We comply with applicable regulations in:

  • Canada (PIPEDA)

  • United Kingdom (UK GDPR)

  • Brazil (LGPD)

  • Australia (Privacy Act)

10. Cookies and Tracking Technologies

We use cookies and similar technologies for:

  • Essential Cookies: Required for website functionality

  • Analytics Cookies: Understanding how visitors use our site

  • Marketing Cookies: Delivering relevant advertisements

You can control cookies through your browser settings.

11. Data Breach Notification

In the event of a data breach that poses risk to your rights and freedoms:

  • We will notify affected individuals within 72 hours of discovery

  • We will report to relevant data protection authorities as required

  • We will provide information about the breach and remedial actions

12. Children's Privacy

Our services are not directed to individuals under 16 (or the applicable age of consent in your jurisdiction). We do not knowingly collect data from children.

13. International Data Transfers

When transferring data internationally, we ensure adequate protection through:

  • Standard Contractual Clauses (SCCs)

  • Adequacy decisions by the European Commission

  • Your explicit consent where required

14. Updates to This Policy

We may update this Privacy Policy periodically. We will:

  • Notify you of material changes via email or website notice

  • Update the "Last Updated" date

  • Obtain consent for changes requiring it under applicable law

15. Amazon Seller Data Specific Terms

15.1 Scope of Access

We access only the data necessary to provide agreed services, including:

  • Sales and traffic reports (aggregate data)
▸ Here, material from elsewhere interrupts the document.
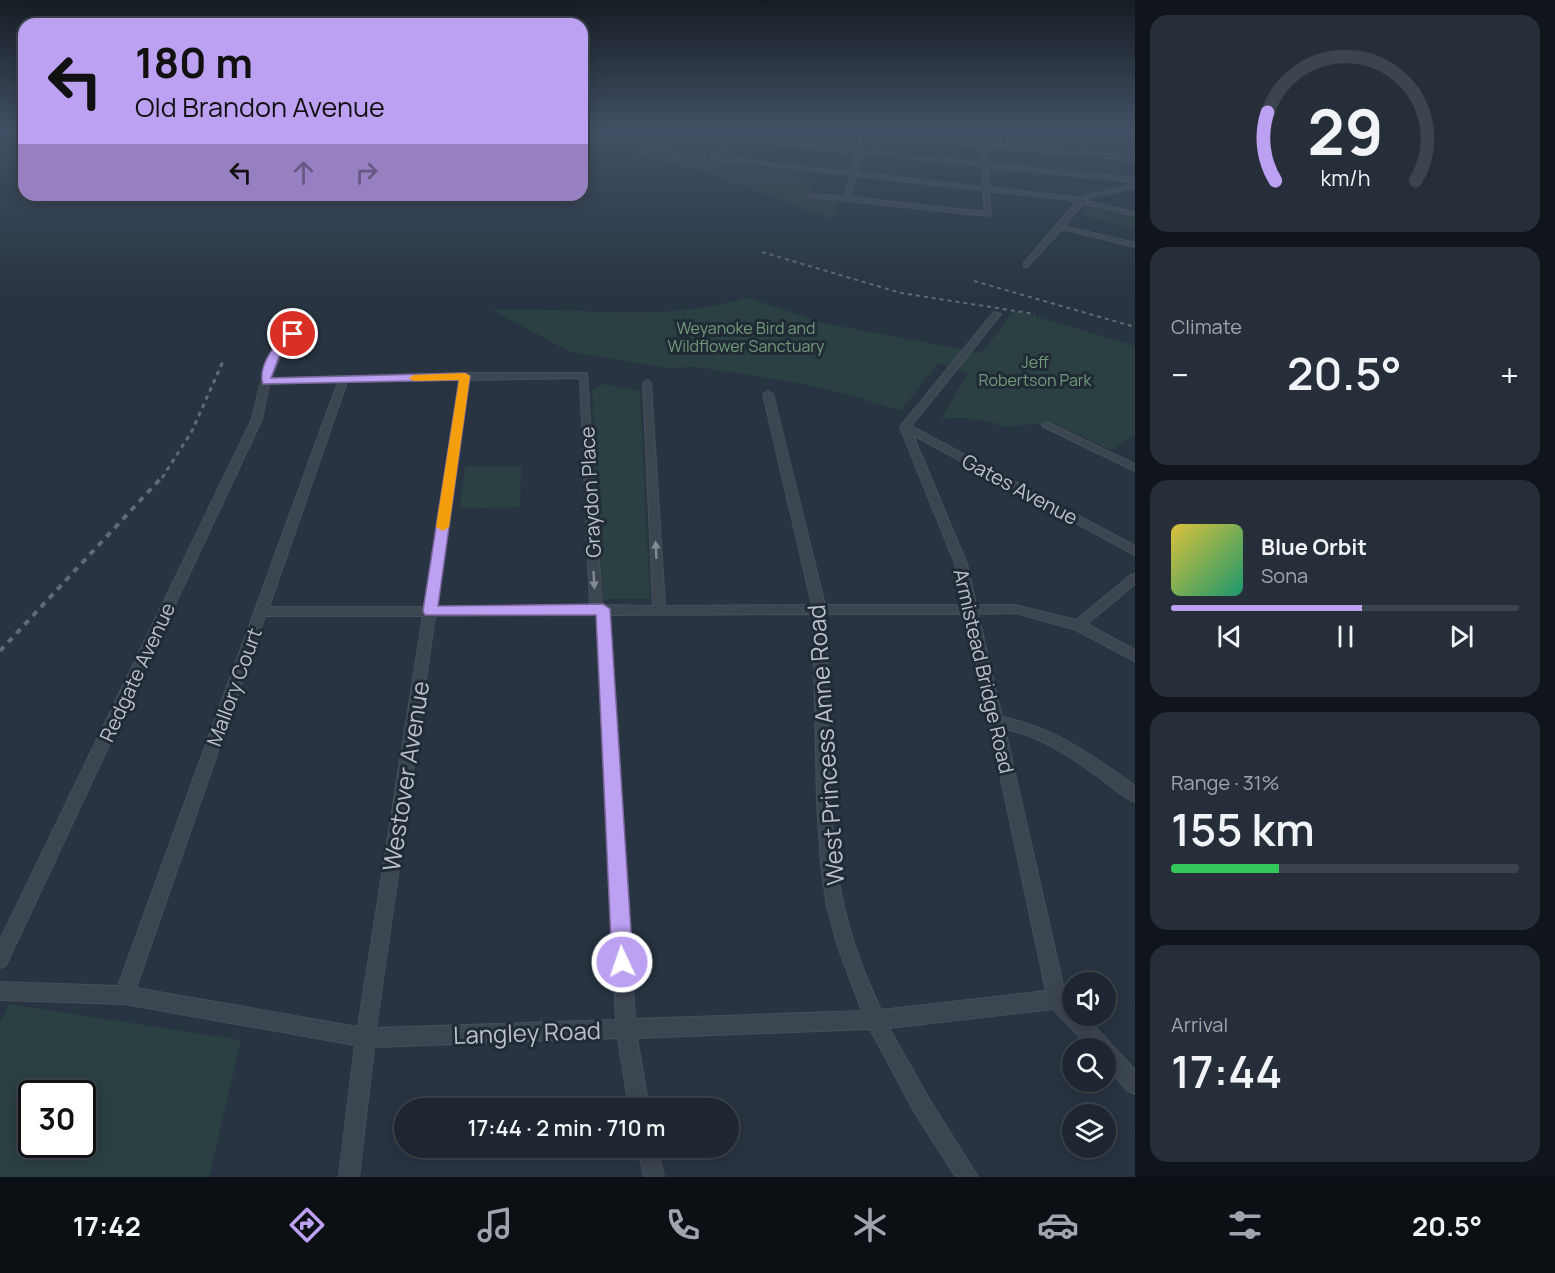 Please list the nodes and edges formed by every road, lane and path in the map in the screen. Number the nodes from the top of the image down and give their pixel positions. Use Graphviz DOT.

  • Advertising campaign performance

  • Product catalog information

  • Inventory and fulfillment metrics

15.2 Prohibited Uses

We will NOT:

  • Access or use Amazon buyer personal information

  • Share your Amazon data with unauthorized parties

  • Use your data to compete with you or benefit your competitors

  • Retain Amazon API data beyond operational necessity

15.3 Your Control

  • You maintain ownership of all your Amazon business data

  • You can revoke our access at any time through Amazon Seller Central

  • Upon termination, we delete or return all your data as requested

16. Contact Information

For privacy-related questions, requests, or concerns:

Email: justin@parallel.group

Response Time: We will respond to all requests within 30 days

17. Consent and Acknowledgment

By using our services, you acknowledge that you have read and understood this Privacy Policy and agree to the collection, use, and disclosure of your information as described herein.

For services requiring explicit consent, we will obtain your affirmative agreement before processing your data.

This privacy policy is designed to be comprehensive and compliant with major data protection regulations. You should review it with a legal professional familiar with your jurisdictions and update it regularly as regulations and your practices evolve.